Malgré une baisse de plus de 9% en une semaine et de 30% en moins de 12 mois, le marché actions n’offre toujours pas de rendements supérieurs aux rendements anticipés sur les bons du Trésor. Les investisseurs craignent un effet d’éviction qui maintiendrait les actions à un niveau bas pendant un bon moment.
Par A. Hlimi
“Cette crise est plus difficile que la crise Covid», nous dit l’un des nombreux gérants ou traders taux qui ont bien voulu nous éclairer sur la situation durant cette semaine mouvementée. Il faut dire qu’un consensus marché se met en place en faveur d’une crise durable, alors que celle du Covid, bien que spectaculaire, s’est caractérisée par un plongeon vif de la Bourse suivi d’un rebond en «V». Un scénario écarté aujourd’hui.

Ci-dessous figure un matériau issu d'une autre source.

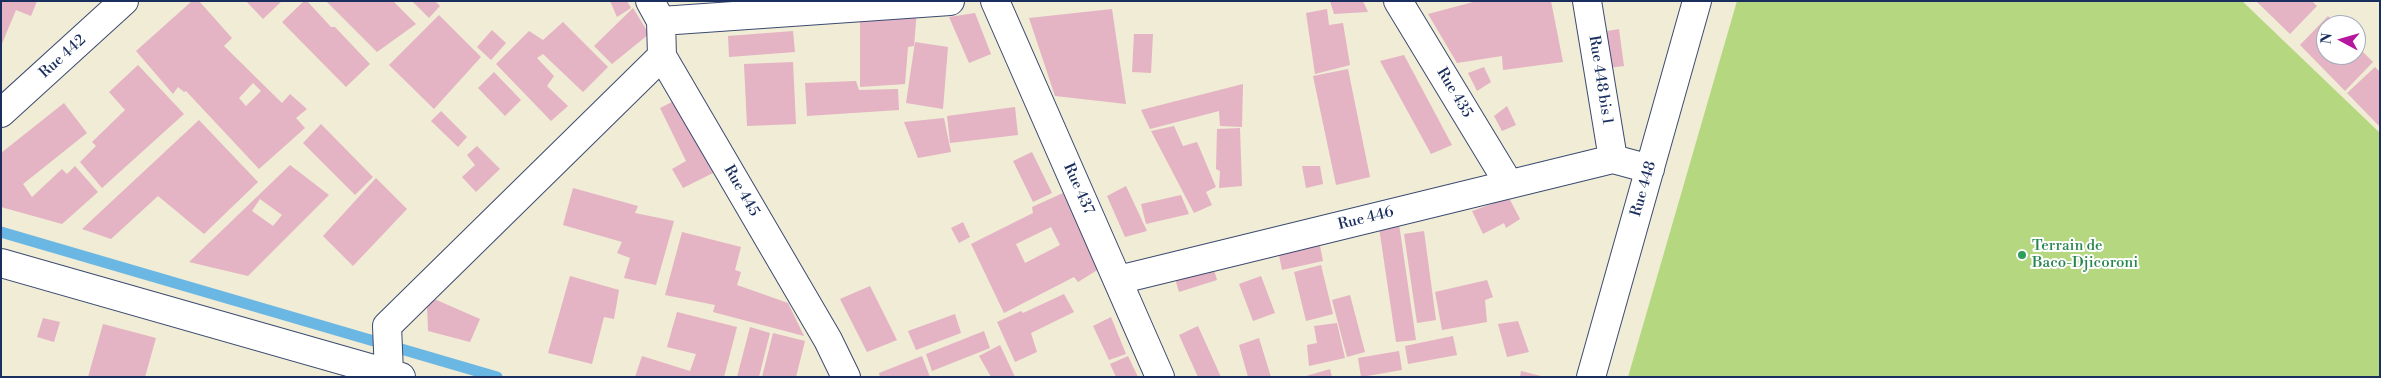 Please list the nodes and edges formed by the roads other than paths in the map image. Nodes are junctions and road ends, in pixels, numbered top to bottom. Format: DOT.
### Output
graph roads {
  1 [pos="124,1"];
  2 [pos="950,1"];
  3 [pos="995,1"];
  4 [pos="1398,1"];
  5 [pos="1587,1"];
  6 [pos="1697,1"];
  7 [pos="655,11"];
  8 [pos="662,56"];
  9 [pos="1,112"];
  10 [pos="1613,159"];
  11 [pos="1650,169"];
  12 [pos="1509,184"];
  13 [pos="1,263"];
  14 [pos="1118,280"];
  15 [pos="395,375"];
  16 [pos="846,377"];
  17 [pos="1160,377"];
  18 [pos="1591,377"];
  1 -- 9 [label="street, Rue 442"];
  2 -- 7 [label="street"];
  3 -- 14 [label="street, Rue 437"];
  4 -- 12 [label="street, Rue 435"];
  5 -- 10 [label="street, Rue 448 bis 1"];
  6 -- 11 [label="street, Rue 448"];
  7 -- 8 [label="street, Rue 445"];
  8 -- 15 [label="street"];
  8 -- 16 [label="street, Rue 445"];
  10 -- 11 [label="street"];
  10 -- 12 [label="street, Rue 446"];
  11 -- 18 [label="street, Rue 448"];
  12 -- 14 [label="street, Rue 446"];
  13 -- 15 [label="street"];
  14 -- 17 [label="street, Rue 437"];
}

«En 2020, Bank Al-Maghrib a assoupli les conditions d’accès aux financements dès le mois de mars. Elle a triplé la possibilité de recours des banques tout en élargissant le collatéral. Le taux directeur avait été ramené à ses plus bas historiques quelques semaines après le début de la crise», nous rappelle-t-on. Les flux financiers ont ainsi alimenté un rebond durable de la Bourse pendant plus de 20 mois. Cette année, les conditions financières sont restrictives et le resteront tant que Bank Al-Maghrib cherche à mater l’inflation.

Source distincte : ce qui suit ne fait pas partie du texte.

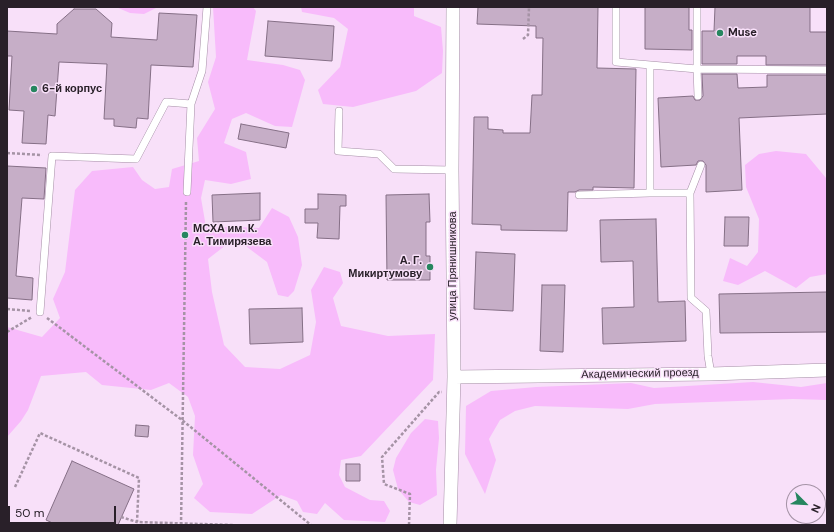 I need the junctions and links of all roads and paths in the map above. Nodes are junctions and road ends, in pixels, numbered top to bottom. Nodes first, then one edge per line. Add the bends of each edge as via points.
1 (207, 7) edge
2 (453, 7) edge
3 (529, 7) edge
4 (616, 7) edge
5 (697, 7) edge
6 (523, 39) dead end
7 (650, 65) junction
8 (697, 69) junction
9 (827, 70) edge
10 (698, 96) dead end
11 (191, 104) junction
12 (339, 111) dead end
13 (7, 153) edge
14 (52, 156) junction
15 (701, 165) dead end
16 (452, 170) junction
17 (187, 192) joint
18 (650, 193) junction
19 (690, 194) junction
20 (579, 195) dead end
21 (7, 309) edge
22 (40, 312) junction
23 (7, 332) edge
24 (827, 370) edge
25 (711, 374) junction
26 (454, 377) junction
27 (442, 392) dead end
28 (182, 420) junction
29 (15, 487) dead end
30 (121, 517) dead end
31 (138, 522) junction
32 (181, 524) edge
33 (233, 525) edge
34 (311, 525) edge
35 (409, 525) edge
36 (450, 525) edge

1 - 11 lane via 202,71
2 - 16 street, улица Прянишникова
3 - 6 path via 528,35
4 - 7 lane via 616,62
5 - 8 lane
7 - 8 lane
7 - 18 lane
8 - 9 lane
8 - 10 lane
11 - 14 lane via 166,102 136,159
11 - 17 lane
12 - 16 lane via 338,151 379,154 394,169
13 - 14 path
14 - 22 lane
15 - 19 lane
16 - 26 street, улица Прянишникова
17 - 28 path
18 - 19 lane
18 - 20 lane
19 - 25 lane via 691,298 706,312
21 - 22 path
22 - 23 path
22 - 28 path
24 - 25 street, Академический проезд
25 - 26 street, Академический проезд
26 - 36 street, улица Прянишникова
27 - 35 path via 439,392 382,457 384,484 410,494
28 - 32 path
28 - 34 path
29 - 31 path via 40,433 139,478
30 - 31 path
31 - 32 path
32 - 33 path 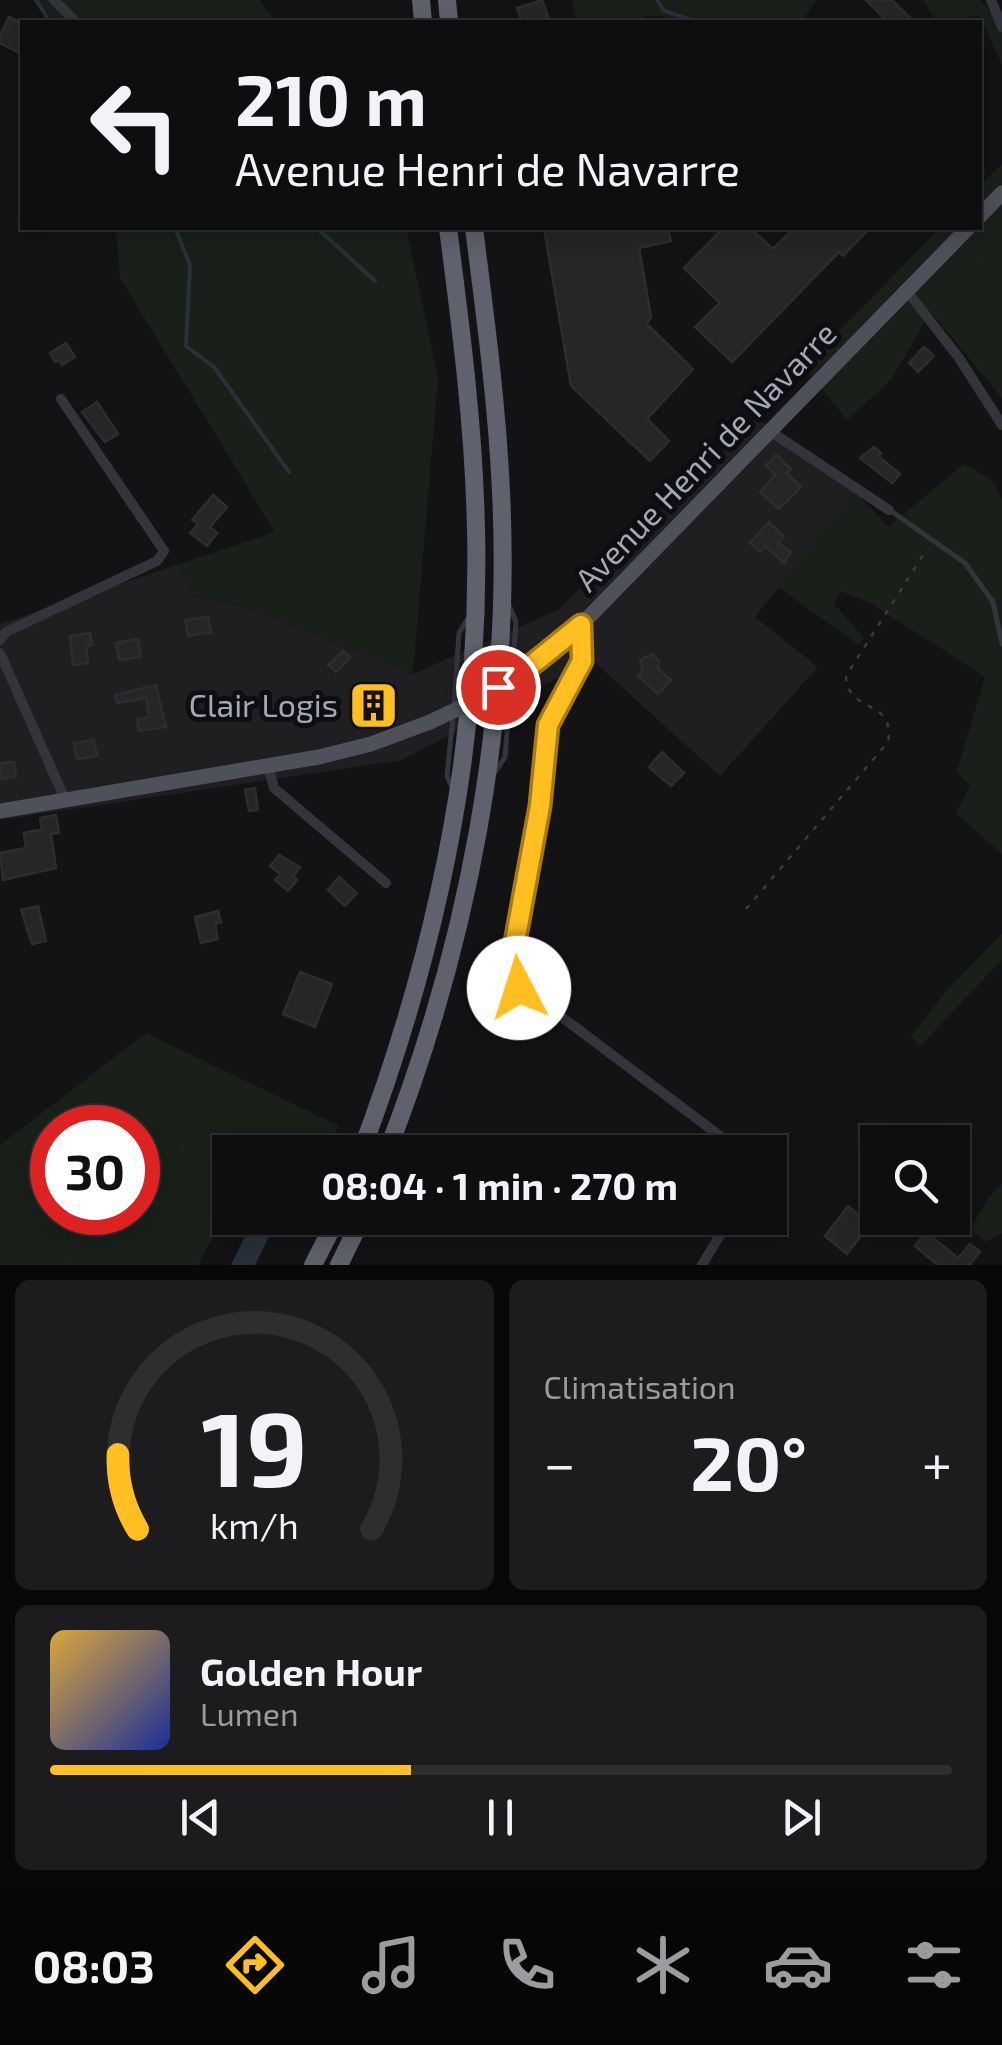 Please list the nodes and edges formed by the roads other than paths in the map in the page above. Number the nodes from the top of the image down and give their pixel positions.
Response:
1 (54, 0) edge
2 (992, 0) edge
3 (74, 20) edge
4 (1002, 27) edge
5 (1002, 193) edge
6 (982, 214) edge
7 (448, 230) edge
8 (474, 230) edge
9 (966, 230) edge
10 (907, 291) junction
11 (61, 399) dead end
12 (1002, 425) edge
13 (770, 430) junction
14 (888, 510) joint
15 (581, 625) junction
16 (0, 640) edge
17 (1002, 644) edge
18 (0, 653) edge
19 (268, 766) junction
20 (65, 800) junction
21 (3, 813) edge
22 (386, 883) dead end
23 (368, 1135) edge
24 (392, 1135) edge
25 (716, 1135) edge
26 (328, 1235) edge
27 (354, 1235) edge
28 (721, 1235) edge
29 (313, 1265) edge
30 (339, 1265) edge
31 (702, 1265) edge

1 - 3 street
2 - 4 street
5 - 6 main road
7 - 23 highway
8 - 24 highway
9 - 10 main road, Avenue Henri de Navarre
10 - 12 street
10 - 13 main road, Avenue Henri de Navarre
11 - 16 street
13 - 14 street
13 - 15 main road, Avenue Henri de Navarre
14 - 17 lane
15 - 19 main road, Avenue Henri de Navarre, bridge
15 - 25 street
18 - 20 street
19 - 20 main road, Avenue Henri de Navarre
19 - 22 street
20 - 21 main road, Avenue Henri de Navarre
26 - 29 highway
27 - 30 highway
28 - 31 street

Le marché obligataire, que le Trésor a longtemps cherché à maintenir à des niveaux qui lui conviennent et qui ne reflètent pas les vraies anticipations du marché, connait désormais un ajustement qualifié de violent et même d’historique par certains traders. En l’espace d’une semaine, les taux à 10 ans ont gagné 100 points de base sur le marché secondaire et près de 200 points de base sur le 30 ans, et cela pourrait se poursuivre en fonction des anticipations sur la politique monétaire.
Effet d’éviction
Le marché primaire, où le Trésor émet directement des titres de première main pour se financer, devrait connaitre la même tendance la semaine prochaine. Mais d’une ampleur qui reste à définir. «Si l’on prend en benchmark le secondaire, le 10 ans devrait dépasser 4% sur le primaire la semaine prochaine», indique un gérant. Dans la tête d'un investisseur institutionnel, ce rendement est bien plus intéressant que les rendements actuels de la Bourse, même après une baisse de 10% des indices cette semaine. Car aux niveaux actuels, avec un MASI à 9.700 points, le marché affiche un rendement dividende de 4% sur la base des projections de bénéfices de CFG Bank pour l’année 2022 publiées auparavant et que l'on retrouve dans la récap hebdomadaire du courtier. Autant dire qu’une prise de risque sur les actions n’est pas correctement rémunérée, même après cette baisse.
A regarder les grandes capitalisations de manière individuelle, des actions comme Maroc Telecom, Cosumar ou LafargeHolcim affichent des rendements sur la base des projections de bénéfices 2022 de respectivement 3,3%, 4,3% et 5,6%. Là aussi, le risque n’est pas rémunéré malgré les fortes baisses de ces titres. Selon un sondage réalisé par Attijari Global Research auprès des investisseurs professionnels en octobre 2022, l’exigence de rentabilité annuelle des investisseurs dans les conditions du marché à l’époque était de 11% pour un horizon de placement supérieur à 5 ans. Une prime de risque qui s’est sans doute appréciée depuis. Cette situation fait dire aux opérateurs que nous risquons de vivre une année sous le signe de l’effet d’éviction, où les investisseurs préféreront financer l’Etat à de meilleurs taux plutôt que le privé, qu’il soit coté ou pas d’ailleurs. «Private Equity, foncier, OPCI, immobilier non côté ou titrisation et financements innovants…, tout perdrait de son attractivité si les rendements obligataires se stabilisent à des niveaux élevés», résume un gérant obligataire.
Reprise en «W» ou «WW»
Dans cette configuration, les actions pourraient garder un niveau durablement bas et ne retrouver un trend haussier qu’après un renversement de tendance sur les taux ou une nette amélioration de la situation économique. C’est donc une reprise en «W», voire en «WW», sur plusieurs mois, qui semble faire consensus plutôt qu’un rebond vif après le point bas comme en 2020. Le FMI avait alerté sur ce risque d’effet d’éviction dès 2021, justement en observant le niveau de taux extrêmement bas qu’avait atteint le marché obligataire, alors qu’en face l’Etat augmentait sensiblement ses dépenses pour amorcer la relance post-Covid. Outre le niveau des rendements obligataires, la stabilisation de la Bourse dépendra aussi de la campagne agricole, des futures décisions de la Banque centrale et de la capacité des entreprises à enjamber l’impact de la hausse des coûts et des charges financières.